» **RECORDED INFORMATION**:
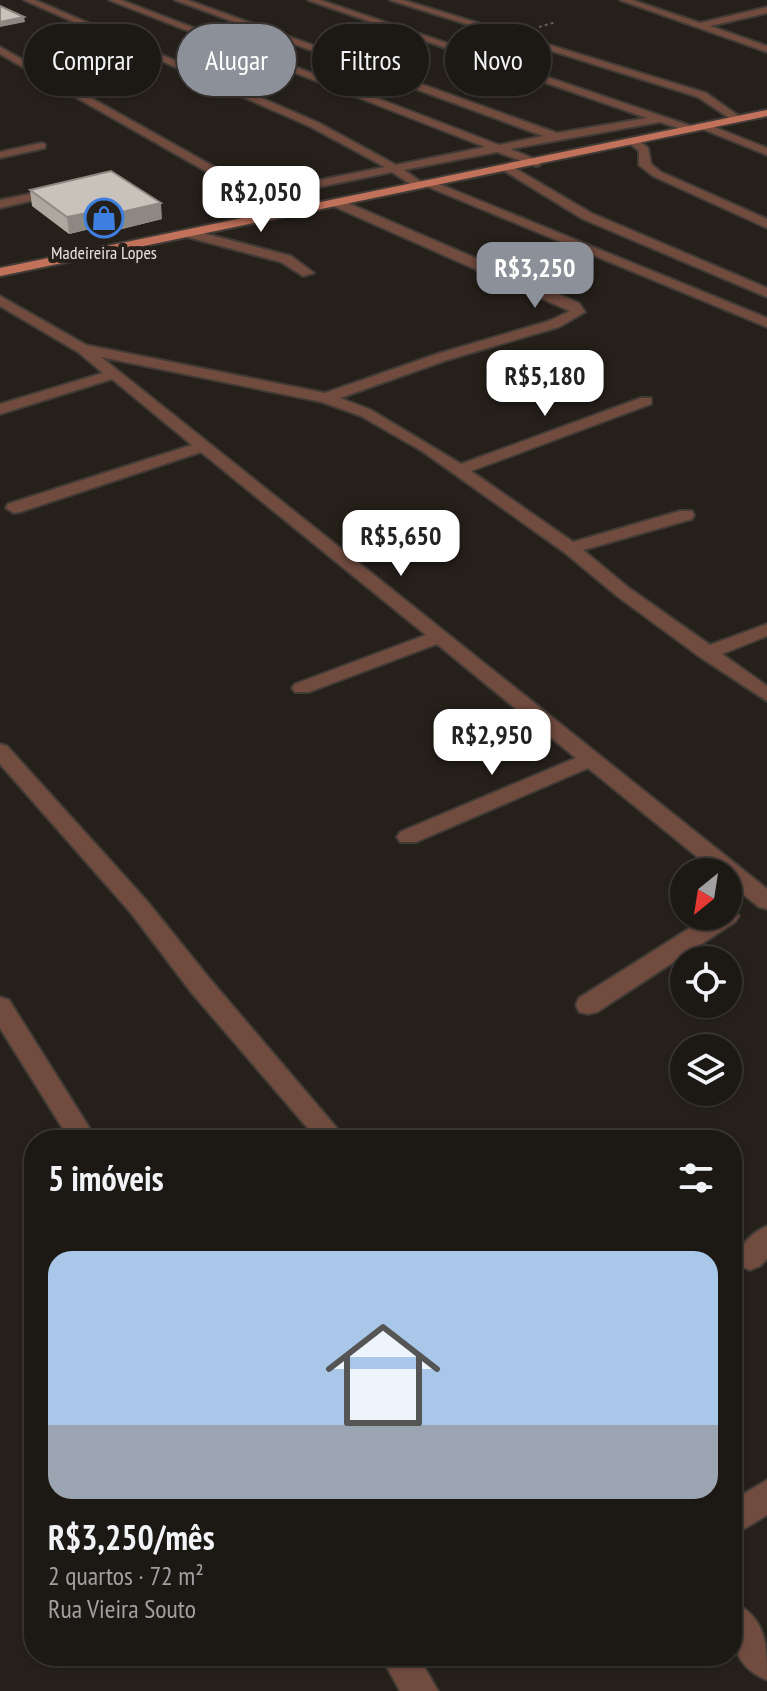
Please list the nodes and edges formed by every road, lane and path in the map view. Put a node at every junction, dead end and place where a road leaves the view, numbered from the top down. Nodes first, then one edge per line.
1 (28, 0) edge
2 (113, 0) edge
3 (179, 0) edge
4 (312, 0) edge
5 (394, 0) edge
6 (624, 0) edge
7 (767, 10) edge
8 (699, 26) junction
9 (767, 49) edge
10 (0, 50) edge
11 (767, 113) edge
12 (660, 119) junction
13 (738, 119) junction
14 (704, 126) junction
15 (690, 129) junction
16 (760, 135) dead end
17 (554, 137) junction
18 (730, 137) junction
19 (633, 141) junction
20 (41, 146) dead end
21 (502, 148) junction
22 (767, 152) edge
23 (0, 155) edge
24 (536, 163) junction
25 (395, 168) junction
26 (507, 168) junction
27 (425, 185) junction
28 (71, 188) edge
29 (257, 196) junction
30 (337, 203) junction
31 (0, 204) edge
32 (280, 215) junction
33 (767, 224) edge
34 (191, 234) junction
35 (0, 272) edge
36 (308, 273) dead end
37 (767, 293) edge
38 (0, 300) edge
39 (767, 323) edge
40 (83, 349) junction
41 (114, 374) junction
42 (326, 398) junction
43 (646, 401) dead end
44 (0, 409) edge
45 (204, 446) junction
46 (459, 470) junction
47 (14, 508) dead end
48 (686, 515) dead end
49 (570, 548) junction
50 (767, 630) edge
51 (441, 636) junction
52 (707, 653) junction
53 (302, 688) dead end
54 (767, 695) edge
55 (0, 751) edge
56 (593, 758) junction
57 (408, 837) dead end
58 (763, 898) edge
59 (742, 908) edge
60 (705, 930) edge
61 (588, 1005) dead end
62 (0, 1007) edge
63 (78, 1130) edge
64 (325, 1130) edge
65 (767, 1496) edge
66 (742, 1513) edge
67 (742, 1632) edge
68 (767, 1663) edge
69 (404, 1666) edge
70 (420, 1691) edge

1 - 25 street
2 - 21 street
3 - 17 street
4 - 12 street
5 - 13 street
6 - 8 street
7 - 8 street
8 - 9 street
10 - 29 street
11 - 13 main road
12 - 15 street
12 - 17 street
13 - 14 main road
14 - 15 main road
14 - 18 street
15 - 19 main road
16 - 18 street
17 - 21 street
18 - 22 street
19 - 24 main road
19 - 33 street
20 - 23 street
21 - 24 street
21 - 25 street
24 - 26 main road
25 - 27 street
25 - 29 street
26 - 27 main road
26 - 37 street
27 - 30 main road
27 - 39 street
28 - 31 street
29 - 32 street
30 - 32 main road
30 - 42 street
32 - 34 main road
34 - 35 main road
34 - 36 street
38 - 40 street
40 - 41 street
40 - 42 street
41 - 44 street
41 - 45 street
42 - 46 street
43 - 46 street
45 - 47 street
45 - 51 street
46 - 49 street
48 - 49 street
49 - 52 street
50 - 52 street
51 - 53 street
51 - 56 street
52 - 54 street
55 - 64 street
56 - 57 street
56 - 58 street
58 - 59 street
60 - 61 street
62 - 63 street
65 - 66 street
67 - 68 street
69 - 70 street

» **WHAT YOU NEED TO DO**: Where an entry holds an image, drop the image and copy the remaining text exactly.

» **TASK RESULT**:
Please list the nodes and edges formed by every road, lane and path in the map view. Put a node at every junction, dead end and place where a road leaves the view, numbered from the top down. Nodes first, then one edge per line.
1 (28, 0) edge
2 (113, 0) edge
3 (179, 0) edge
4 (312, 0) edge
5 (394, 0) edge
6 (624, 0) edge
7 (767, 10) edge
8 (699, 26) junction
9 (767, 49) edge
10 (0, 50) edge
11 (767, 113) edge
12 (660, 119) junction
13 (738, 119) junction
14 (704, 126) junction
15 (690, 129) junction
16 (760, 135) dead end
17 (554, 137) junction
18 (730, 137) junction
19 (633, 141) junction
20 (41, 146) dead end
21 (502, 148) junction
22 (767, 152) edge
23 (0, 155) edge
24 (536, 163) junction
25 (395, 168) junction
26 (507, 168) junction
27 (425, 185) junction
28 (71, 188) edge
29 (257, 196) junction
30 (337, 203) junction
31 (0, 204) edge
32 (280, 215) junction
33 (767, 224) edge
34 (191, 234) junction
35 (0, 272) edge
36 (308, 273) dead end
37 (767, 293) edge
38 (0, 300) edge
39 (767, 323) edge
40 (83, 349) junction
41 (114, 374) junction
42 (326, 398) junction
43 (646, 401) dead end
44 (0, 409) edge
45 (204, 446) junction
46 (459, 470) junction
47 (14, 508) dead end
48 (686, 515) dead end
49 (570, 548) junction
50 (767, 630) edge
51 (441, 636) junction
52 (707, 653) junction
53 (302, 688) dead end
54 (767, 695) edge
55 (0, 751) edge
56 (593, 758) junction
57 (408, 837) dead end
58 (763, 898) edge
59 (742, 908) edge
60 (705, 930) edge
61 (588, 1005) dead end
62 (0, 1007) edge
63 (78, 1130) edge
64 (325, 1130) edge
65 (767, 1496) edge
66 (742, 1513) edge
67 (742, 1632) edge
68 (767, 1663) edge
69 (404, 1666) edge
70 (420, 1691) edge

1 - 25 street
2 - 21 street
3 - 17 street
4 - 12 street
5 - 13 street
6 - 8 street
7 - 8 street
8 - 9 street
10 - 29 street
11 - 13 main road
12 - 15 street
12 - 17 street
13 - 14 main road
14 - 15 main road
14 - 18 street
15 - 19 main road
16 - 18 street
17 - 21 street
18 - 22 street
19 - 24 main road
19 - 33 street
20 - 23 street
21 - 24 street
21 - 25 street
24 - 26 main road
25 - 27 street
25 - 29 street
26 - 27 main road
26 - 37 street
27 - 30 main road
27 - 39 street
28 - 31 street
29 - 32 street
30 - 32 main road
30 - 42 street
32 - 34 main road
34 - 35 main road
34 - 36 street
38 - 40 street
40 - 41 street
40 - 42 street
41 - 44 street
41 - 45 street
42 - 46 street
43 - 46 street
45 - 47 street
45 - 51 street
46 - 49 street
48 - 49 street
49 - 52 street
50 - 52 street
51 - 53 street
51 - 56 street
52 - 54 street
55 - 64 street
56 - 57 street
56 - 58 street
58 - 59 street
60 - 61 street
62 - 63 street
65 - 66 street
67 - 68 street
69 - 70 street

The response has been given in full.